Christopher siempre soñó con convertirse en artista musical, desde que era un niño. Todos los días se esforzaba para cumplir su meta.
Un día, cruzando por el pasillo de la preparatoria, tropezó contigo, y como una película de Hollywood, ambos se gustaron desde el primer momento. Después de unas semanas, se enamoraron y tuvieron una relación pasional, no tenían miedo a demostrar lo que sentían, besándose en cualquier esquina de la escuela, sin importar quién estuviera observándolos.
Christopher terminó contigo un día de primavera, el día de su graduación, bajo los cerezos del jardín. Se mudaría a otro país para convertirse en cantante, y su empresa lo obligó a estar soltero. Te dolió, mucho, lo extrañaste, y desde lejos lo viste cumplir su sueño mientras tú superabas su ruptura.
Ya nada era como antes.
Chris anunció un concierto en tu país. Había pasado un tiempo, y compraste un boleto para verlo en vivo, después de todo, terminaron en buenas condiciones.

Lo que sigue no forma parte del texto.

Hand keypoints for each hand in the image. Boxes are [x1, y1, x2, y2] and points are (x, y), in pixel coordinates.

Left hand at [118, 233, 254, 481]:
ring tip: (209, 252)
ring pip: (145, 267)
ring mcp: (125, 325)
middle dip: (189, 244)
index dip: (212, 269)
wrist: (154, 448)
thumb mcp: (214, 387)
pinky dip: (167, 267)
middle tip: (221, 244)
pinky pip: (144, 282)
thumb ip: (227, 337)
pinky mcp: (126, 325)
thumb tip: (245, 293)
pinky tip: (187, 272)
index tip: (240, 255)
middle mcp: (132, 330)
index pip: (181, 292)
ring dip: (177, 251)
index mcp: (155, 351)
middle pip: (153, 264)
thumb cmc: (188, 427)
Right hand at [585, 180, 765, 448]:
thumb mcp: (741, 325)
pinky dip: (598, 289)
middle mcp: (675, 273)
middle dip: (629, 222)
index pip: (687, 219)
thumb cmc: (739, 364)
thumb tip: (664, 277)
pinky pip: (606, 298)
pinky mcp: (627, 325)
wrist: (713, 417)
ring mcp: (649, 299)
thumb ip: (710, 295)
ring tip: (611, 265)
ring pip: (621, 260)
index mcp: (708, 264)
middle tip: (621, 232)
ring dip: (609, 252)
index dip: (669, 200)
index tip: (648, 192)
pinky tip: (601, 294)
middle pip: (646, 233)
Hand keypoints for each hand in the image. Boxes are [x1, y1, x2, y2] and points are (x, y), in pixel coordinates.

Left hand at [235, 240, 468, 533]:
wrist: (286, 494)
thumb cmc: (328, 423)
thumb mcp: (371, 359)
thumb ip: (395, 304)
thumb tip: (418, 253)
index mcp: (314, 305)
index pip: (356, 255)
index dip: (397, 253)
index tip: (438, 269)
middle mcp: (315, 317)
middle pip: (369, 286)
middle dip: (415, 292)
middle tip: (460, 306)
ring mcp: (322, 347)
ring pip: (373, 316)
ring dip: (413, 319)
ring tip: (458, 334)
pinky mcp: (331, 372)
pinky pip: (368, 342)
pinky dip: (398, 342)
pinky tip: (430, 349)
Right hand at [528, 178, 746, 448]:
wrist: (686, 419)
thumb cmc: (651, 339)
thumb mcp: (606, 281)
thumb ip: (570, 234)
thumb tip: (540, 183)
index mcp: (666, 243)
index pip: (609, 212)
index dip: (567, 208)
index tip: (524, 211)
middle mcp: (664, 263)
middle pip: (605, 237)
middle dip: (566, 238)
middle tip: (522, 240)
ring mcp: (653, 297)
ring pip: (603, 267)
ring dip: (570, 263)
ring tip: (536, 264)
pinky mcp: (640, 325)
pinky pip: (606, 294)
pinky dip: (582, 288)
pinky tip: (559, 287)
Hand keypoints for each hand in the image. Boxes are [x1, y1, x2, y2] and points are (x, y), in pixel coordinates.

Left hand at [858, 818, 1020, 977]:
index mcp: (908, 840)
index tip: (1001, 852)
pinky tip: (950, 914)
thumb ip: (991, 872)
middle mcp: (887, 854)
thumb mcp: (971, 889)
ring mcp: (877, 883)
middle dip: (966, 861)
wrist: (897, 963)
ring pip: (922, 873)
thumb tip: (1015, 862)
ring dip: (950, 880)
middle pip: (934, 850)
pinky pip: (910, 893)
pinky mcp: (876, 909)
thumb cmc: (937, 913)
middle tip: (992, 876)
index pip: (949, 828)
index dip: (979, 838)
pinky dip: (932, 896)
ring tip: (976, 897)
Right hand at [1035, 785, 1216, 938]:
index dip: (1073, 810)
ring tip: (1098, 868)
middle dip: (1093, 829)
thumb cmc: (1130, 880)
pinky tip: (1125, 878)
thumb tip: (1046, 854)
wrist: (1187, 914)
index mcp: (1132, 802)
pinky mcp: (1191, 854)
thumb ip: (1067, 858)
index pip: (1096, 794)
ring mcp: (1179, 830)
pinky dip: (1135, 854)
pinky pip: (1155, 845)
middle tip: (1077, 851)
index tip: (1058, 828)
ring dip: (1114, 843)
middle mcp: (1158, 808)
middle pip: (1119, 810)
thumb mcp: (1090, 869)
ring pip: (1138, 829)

Disfrutaste de la música y el ambiente en el recinto, todo fue divertido hasta el momento en el que terminó. Un par de guardias te detuvieron, no entendías porqué, ellos no te decían nada; comenzabas a desesperarte viendo cómo todos los demas asistentes al evento se iban. Cuando no había nadie más alrededor, una mano firme se posó en tu hombro. Al levantar la mirada, viste a Christopher, de pie frente a ti.
—"Extrañé tenerte frente a mí."
Todo en él era diferente, dejó de ser el adolescente que conociste y ahora era todo un hombre maduro.